**Problem requirements**
In the entries below, every line that contains "points" must be located and copied.

**Stored dataset items**
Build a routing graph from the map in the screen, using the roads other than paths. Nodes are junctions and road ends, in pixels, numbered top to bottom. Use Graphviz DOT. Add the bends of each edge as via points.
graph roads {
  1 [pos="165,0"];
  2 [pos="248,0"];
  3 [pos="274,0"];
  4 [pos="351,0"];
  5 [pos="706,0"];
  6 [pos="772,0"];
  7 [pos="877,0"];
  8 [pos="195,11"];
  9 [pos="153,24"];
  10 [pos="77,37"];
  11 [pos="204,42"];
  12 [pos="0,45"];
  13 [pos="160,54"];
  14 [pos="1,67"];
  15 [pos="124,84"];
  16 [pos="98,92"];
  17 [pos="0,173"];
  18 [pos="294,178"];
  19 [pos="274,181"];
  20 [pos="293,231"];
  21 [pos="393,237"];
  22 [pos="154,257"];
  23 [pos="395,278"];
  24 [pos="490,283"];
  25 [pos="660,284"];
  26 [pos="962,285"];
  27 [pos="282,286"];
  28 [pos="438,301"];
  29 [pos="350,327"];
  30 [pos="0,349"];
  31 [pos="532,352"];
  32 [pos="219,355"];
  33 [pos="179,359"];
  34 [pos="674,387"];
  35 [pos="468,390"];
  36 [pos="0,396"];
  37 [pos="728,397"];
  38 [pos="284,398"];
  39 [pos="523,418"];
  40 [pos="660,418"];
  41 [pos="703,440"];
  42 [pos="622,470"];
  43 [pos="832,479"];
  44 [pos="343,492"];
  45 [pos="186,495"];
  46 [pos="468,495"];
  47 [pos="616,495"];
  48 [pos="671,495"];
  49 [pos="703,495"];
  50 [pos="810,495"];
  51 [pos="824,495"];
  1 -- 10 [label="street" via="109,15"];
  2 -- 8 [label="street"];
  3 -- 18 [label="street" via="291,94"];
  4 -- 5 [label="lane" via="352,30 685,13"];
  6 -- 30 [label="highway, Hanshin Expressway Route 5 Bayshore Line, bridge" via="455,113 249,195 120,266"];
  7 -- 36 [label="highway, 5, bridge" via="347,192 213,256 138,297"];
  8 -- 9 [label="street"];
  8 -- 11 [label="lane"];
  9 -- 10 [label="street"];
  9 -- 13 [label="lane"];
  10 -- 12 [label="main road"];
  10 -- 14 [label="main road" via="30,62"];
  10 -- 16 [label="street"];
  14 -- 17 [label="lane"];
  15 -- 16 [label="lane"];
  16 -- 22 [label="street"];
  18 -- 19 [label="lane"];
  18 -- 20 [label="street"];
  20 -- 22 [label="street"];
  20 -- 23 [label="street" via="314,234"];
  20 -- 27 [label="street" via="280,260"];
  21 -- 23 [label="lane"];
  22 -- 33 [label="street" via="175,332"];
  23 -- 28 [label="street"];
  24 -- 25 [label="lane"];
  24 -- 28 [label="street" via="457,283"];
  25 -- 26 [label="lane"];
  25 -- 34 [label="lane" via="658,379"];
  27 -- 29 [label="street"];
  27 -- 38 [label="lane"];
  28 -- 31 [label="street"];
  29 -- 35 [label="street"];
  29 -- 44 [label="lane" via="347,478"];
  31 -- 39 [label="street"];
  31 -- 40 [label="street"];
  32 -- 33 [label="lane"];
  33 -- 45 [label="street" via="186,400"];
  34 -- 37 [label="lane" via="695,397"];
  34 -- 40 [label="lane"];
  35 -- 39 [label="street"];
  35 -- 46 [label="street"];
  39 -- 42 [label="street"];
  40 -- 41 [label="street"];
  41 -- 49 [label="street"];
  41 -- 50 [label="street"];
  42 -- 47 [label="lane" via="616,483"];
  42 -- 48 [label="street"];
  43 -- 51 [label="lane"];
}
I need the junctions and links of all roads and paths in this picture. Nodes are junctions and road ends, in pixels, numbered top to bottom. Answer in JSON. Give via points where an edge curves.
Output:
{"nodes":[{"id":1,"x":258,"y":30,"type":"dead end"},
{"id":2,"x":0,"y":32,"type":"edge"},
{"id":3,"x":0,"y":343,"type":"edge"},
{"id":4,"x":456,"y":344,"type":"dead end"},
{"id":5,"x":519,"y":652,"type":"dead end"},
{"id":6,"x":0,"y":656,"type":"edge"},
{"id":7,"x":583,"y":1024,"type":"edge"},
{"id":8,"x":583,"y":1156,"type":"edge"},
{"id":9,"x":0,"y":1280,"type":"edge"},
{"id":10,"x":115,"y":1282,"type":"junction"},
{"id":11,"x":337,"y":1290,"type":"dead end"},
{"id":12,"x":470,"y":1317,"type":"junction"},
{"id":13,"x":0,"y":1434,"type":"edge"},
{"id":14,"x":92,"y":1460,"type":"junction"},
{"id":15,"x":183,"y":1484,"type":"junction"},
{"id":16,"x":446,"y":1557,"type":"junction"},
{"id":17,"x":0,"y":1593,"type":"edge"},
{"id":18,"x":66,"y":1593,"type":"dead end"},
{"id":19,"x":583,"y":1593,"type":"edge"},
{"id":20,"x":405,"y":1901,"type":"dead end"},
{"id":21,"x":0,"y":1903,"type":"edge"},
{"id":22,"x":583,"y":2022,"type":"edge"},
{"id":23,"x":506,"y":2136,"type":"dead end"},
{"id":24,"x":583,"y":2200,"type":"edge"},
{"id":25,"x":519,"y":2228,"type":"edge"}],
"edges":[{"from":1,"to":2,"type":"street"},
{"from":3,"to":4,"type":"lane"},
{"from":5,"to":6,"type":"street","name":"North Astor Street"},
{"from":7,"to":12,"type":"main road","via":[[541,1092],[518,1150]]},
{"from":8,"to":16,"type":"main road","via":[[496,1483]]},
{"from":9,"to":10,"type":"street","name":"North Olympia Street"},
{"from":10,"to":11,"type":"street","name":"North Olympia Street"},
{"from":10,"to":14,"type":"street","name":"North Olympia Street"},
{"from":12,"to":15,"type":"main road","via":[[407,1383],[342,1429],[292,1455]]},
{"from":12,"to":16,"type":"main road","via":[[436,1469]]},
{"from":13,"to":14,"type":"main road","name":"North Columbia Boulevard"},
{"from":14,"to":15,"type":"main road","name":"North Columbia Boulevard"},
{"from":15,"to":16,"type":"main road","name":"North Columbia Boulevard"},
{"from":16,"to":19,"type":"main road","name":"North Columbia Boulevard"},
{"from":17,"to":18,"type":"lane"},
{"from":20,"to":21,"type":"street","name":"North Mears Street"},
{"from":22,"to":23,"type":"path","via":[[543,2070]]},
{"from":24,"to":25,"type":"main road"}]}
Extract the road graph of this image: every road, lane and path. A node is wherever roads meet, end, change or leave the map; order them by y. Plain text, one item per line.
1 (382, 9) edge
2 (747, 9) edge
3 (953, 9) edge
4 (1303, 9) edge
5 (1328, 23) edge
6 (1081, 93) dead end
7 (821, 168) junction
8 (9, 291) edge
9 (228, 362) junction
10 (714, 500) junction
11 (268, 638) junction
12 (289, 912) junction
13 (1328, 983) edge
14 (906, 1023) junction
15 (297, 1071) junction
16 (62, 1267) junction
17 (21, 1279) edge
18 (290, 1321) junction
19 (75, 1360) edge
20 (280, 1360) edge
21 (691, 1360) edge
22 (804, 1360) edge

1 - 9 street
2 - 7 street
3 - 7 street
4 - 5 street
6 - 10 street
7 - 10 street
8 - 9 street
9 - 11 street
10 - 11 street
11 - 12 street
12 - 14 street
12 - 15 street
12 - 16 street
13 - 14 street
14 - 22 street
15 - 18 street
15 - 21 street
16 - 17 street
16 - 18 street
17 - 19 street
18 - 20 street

**Result of the exercise**
Build a routing graph from the map in the screen, using the roads other than paths. Nodes are junctions and road ends, in pixels, numbered top to bottom. Use Graphviz DOT. Add the bends of each edge as via points.
I need the junctions and links of all roads and paths in this picture. Nodes are junctions and road ends, in pixels, numbered top to bottom. Answer in JSON. Give via points where an edge curves.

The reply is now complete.